Pursuing a rare majesty: Black-and-Chestnut Eagle foraging and breeding ecology in Peru
Updated: Oct 27, 2021
25 October, 2021
A juvenile Black-and-Chestnut Eagle sits near his nest in Peru’s Yanachaga-Chemillén National Park. Photo by Daniel Orizano.
One of the most threatened birds of prey in the Neotropics, the Black-and-Chestnut Eagle (Spizaetus isidori) is restricted to montane forests of the tropical and subtropical Andes from Venezuela to northwestern Argentina. An apex predator, this magnificent eagle relies on extensive tracts of forest for its survival, but is threatened by habitat loss and human persecution, often in retaliation for its actual or perceived predation of chickens and other domestic animals. We have very little information on the diet and foraging needs of Black-and-Chestnut Eagles, which are recognized as globally endangered, and few nests of this species have ever been located. In Peru, this species remains particularly poorly known, with casual records and only one known study to date. To address these gaps in our knowledge, IBCP is pleased to support the research of Daniel Orizano in Peru through a 2021-2022 IBCP Partnership Grant.
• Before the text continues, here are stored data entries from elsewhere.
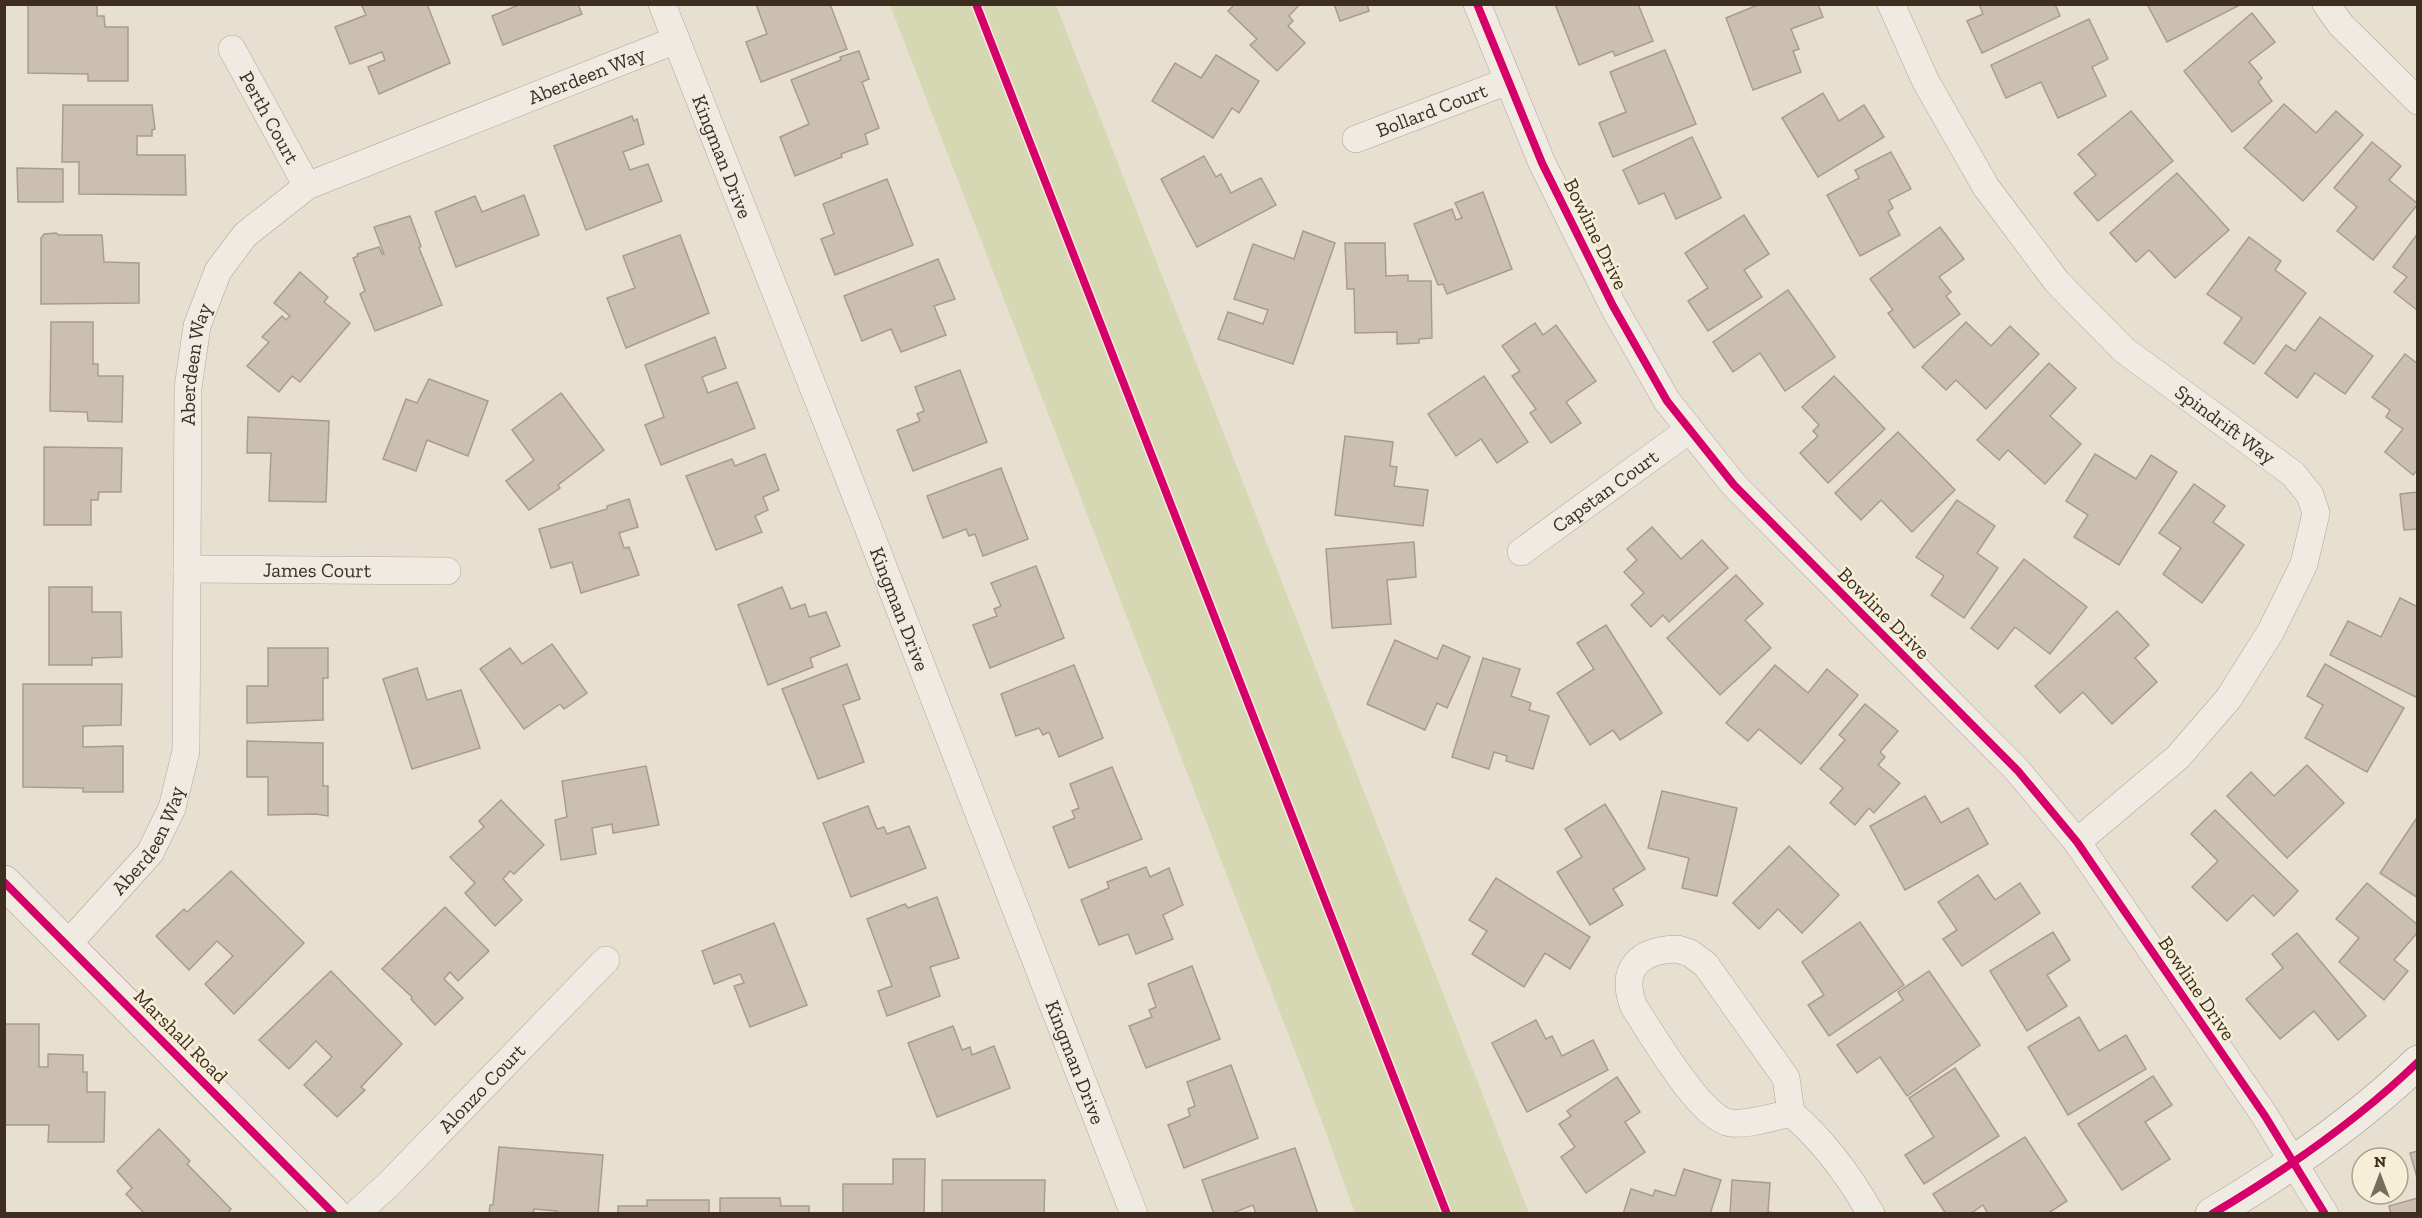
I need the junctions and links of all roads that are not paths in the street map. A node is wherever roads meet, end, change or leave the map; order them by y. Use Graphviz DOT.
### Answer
graph roads {
  1 [pos="662,4"];
  2 [pos="1477,4"];
  3 [pos="1892,4"];
  4 [pos="2326,4"];
  5 [pos="676,40"];
  6 [pos="232,49"];
  7 [pos="1508,81"];
  8 [pos="2418,100"];
  9 [pos="1356,140"];
  10 [pos="308,186"];
  11 [pos="1689,430"];
  12 [pos="1521,552"];
  13 [pos="187,569"];
  14 [pos="447,571"];
  15 [pos="2077,842"];
  16 [pos="4,882"];
  17 [pos="67,945"];
  18 [pos="606,960"];
  19 [pos="2418,1062"];
  20 [pos="1791,1113"];
  21 [pos="2294,1163"];
  22 [pos="334,1214"];
  23 [pos="356,1214"];
  24 [pos="1134,1214"];
  25 [pos="1871,1214"];
  26 [pos="2212,1214"];
  27 [pos="2325,1214"];
  1 -- 5 [label="street, Kingman Drive"];
  2 -- 7 [label="street, Bowline Drive"];
  3 -- 15 [label="street, Spindrift Way"];
  4 -- 8 [label="street"];
  5 -- 10 [label="street, Aberdeen Way"];
  5 -- 24 [label="street, Kingman Drive"];
  6 -- 10 [label="street, Perth Court"];
  7 -- 9 [label="street, Bollard Court"];
  7 -- 11 [label="street, Bowline Drive"];
  10 -- 13 [label="street, Aberdeen Way"];
  11 -- 12 [label="street, Capstan Court"];
  11 -- 15 [label="street, Bowline Drive"];
  13 -- 14 [label="street, James Court"];
  13 -- 17 [label="street, Aberdeen Way"];
  15 -- 21 [label="street, Bowline Drive"];
  16 -- 17 [label="street, Marshall Road"];
  17 -- 22 [label="street, Marshall Road"];
  18 -- 23 [label="street, Alonzo Court"];
  19 -- 21 [label="street"];
  20 -- 20 [label="street"];
  20 -- 25 [label="street"];
  21 -- 26 [label="street"];
  21 -- 27 [label="street, Bowline Drive"];
}
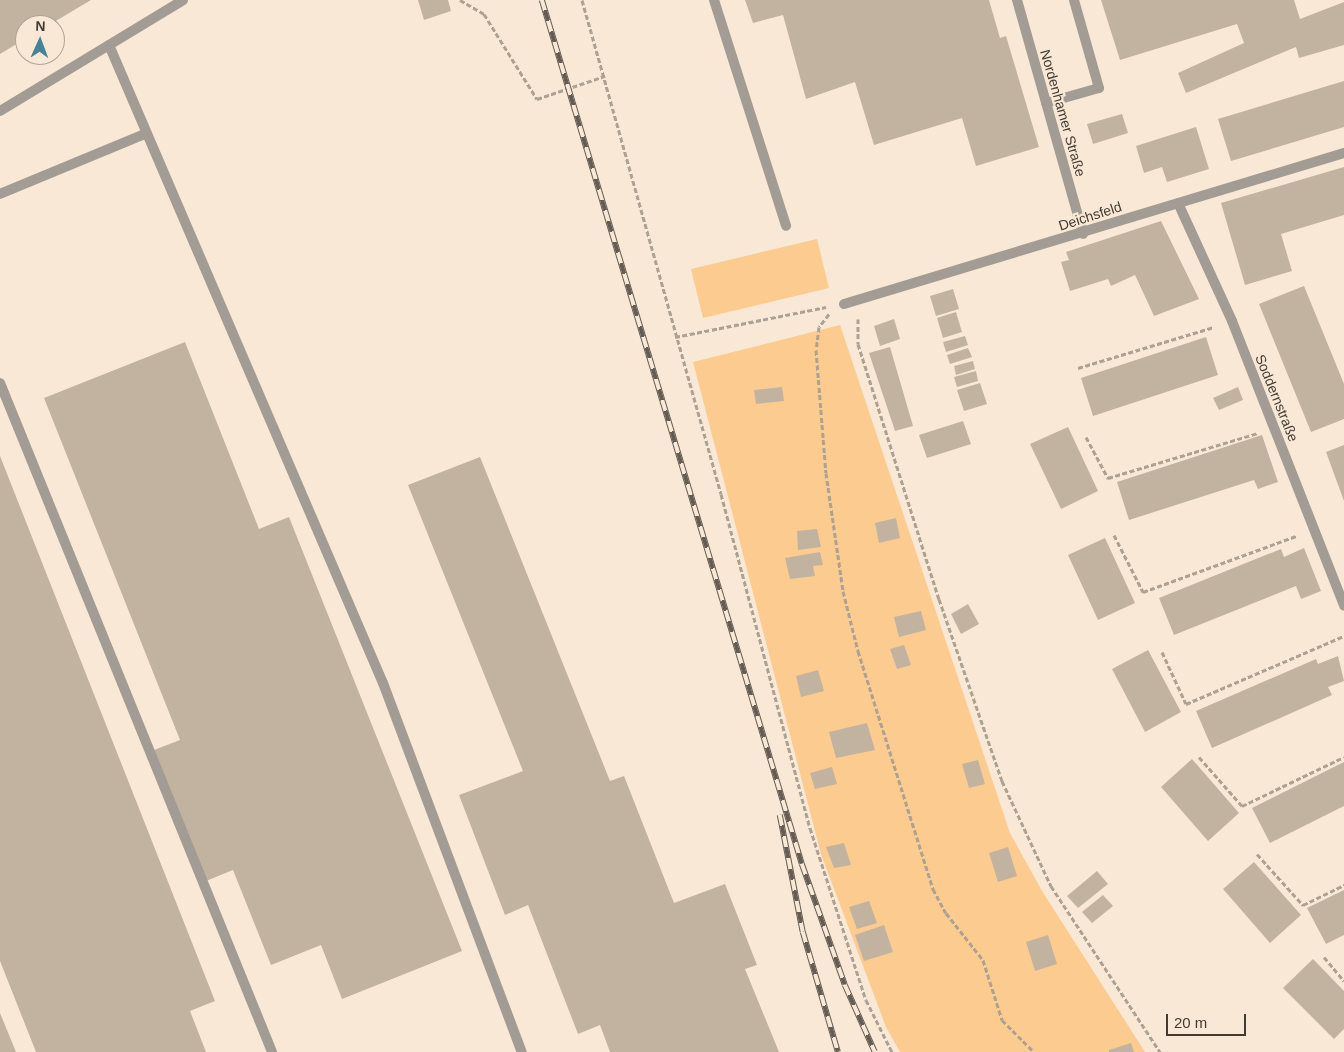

Raptor researcher Daniel Orizano in the habitat of the Black-and-Chestnut Eagle in central Peru. Photo courtesy of Daniel Orizano.
Since 2018, Daniel has been conducting research on the Black-and-Chestnut Eagle in Peru’s central Yungas region, where he has discovered some of the first nests of this species known in Peru. In addition to searching for and monitoring nests, Daniel has been collecting information on the Black-and-Chestnut Eagle’ diet, foraging, and tropic ecology. Most of the nests and birds he has found to date are located outside protected areas, making them especially vulnerable to forest destruction and direct persecution. The IBCP grant will support Daniel’s pioneering research efforts on the Black-and-Chestnut Eagle, including ecological research as well as interviews with residents of this region regarding local perceptions of and attitudes towards this species. His findings will inform conservation strategies, including work to mitigate possible human-eagle conflicts in this region, to protect this rare majesty for the future.